Tuesday, 5 August 2014



LISBON, Aug 4 (AFP): Portugal is launching a near 5.0-billion-euro EU-backed rescue for banking giant Banco Espirito Santo to avert a wider crisis across the financial system.
Faced with the risk that the bank might crash and put the eurozone country back in danger, the Portuguese central bank announced a rescue package of 4.9 billion euros ($6.6 billion) on Sunday.
Last week Banco Espirito Santo reported a first-half loss of 3.57 billion euros -- the worst ever reported in Portugal -- sending its shares plunging.
Its three holding companies were already in administration.
The Portuguese state will provide 4.4 billion euros of the bail-out from rescue funds already available to it under a national bailout programme from which the country had only emerged in May.

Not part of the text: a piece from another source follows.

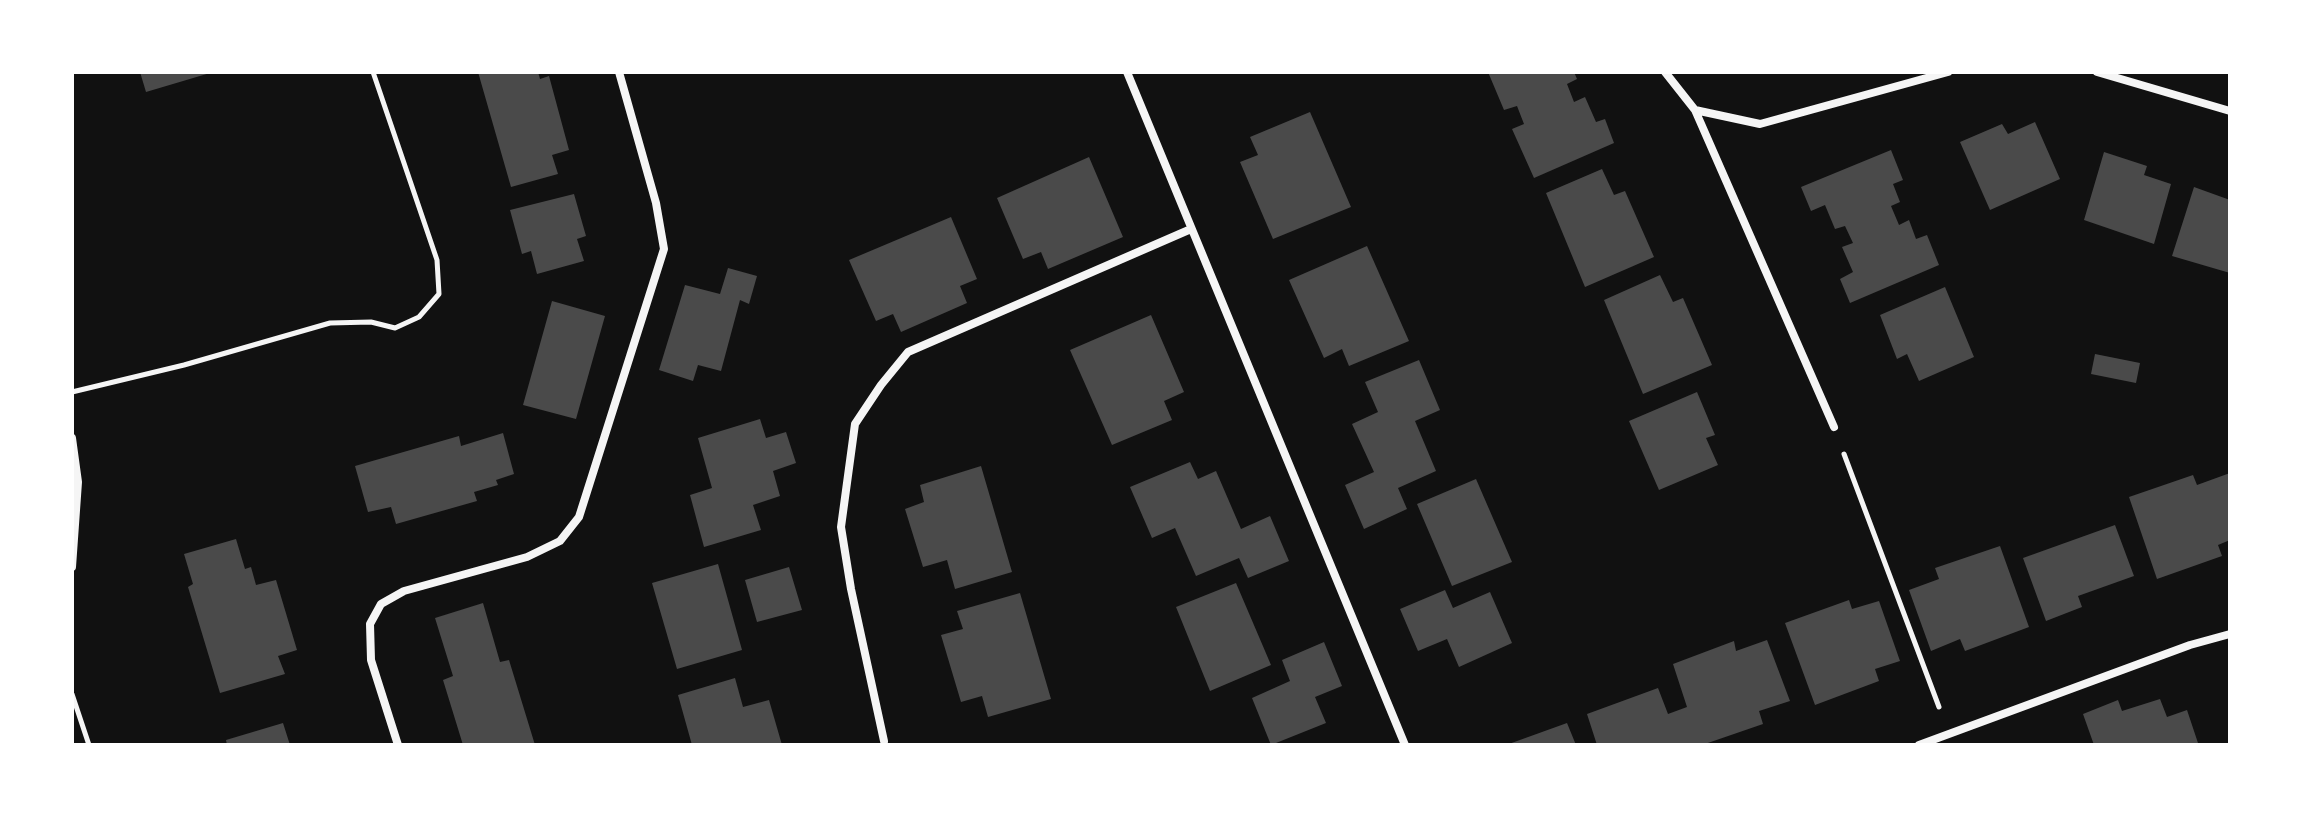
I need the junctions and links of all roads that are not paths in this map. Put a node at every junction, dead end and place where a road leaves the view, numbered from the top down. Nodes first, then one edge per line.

In Brussels, the European Commission gave its approval, saying that the terms -- including the creation of a new bank and measures to ensure shareholders pay a heavy price -- would not distort competition.
The Commission said the rescue would "restore confidence in financial stability" and avoid the risk of "systemic effects."
All the bank's viable assets are to be put into a new bank called Novo Banco under new EU procedures introduced at the height of the eurozone debt crisis.
All the bad assets will stay in BES, which is to be "wound-down" on the backs of "all shareholders and subordinated creditors", the Commission said.
It also made it clear that shareholders, and not taxpayers, will bear much of the cost -- thereby minimising the link between the bank's failure and the sovereign bond market where Portugal borrows money.
This is significant because it enacts the principles of a new EU bank resolution system, and because Portugal has only recently managed to pull itself out of a three-year bailout organised by the EU and the International Monetary Fund.
The crisis at BES, the biggest private bank in the country and third-biggest overall with vast interests throughout the economy, threatened to wreck Portugal's fragile new-found confidence.
The country's borrowing costs edged down in early trading on Monday, although the market response was muted, with the interest rates on existing Portuguese 10-year bonds falling to 3.684 per cent from 3.701 per cent on Friday.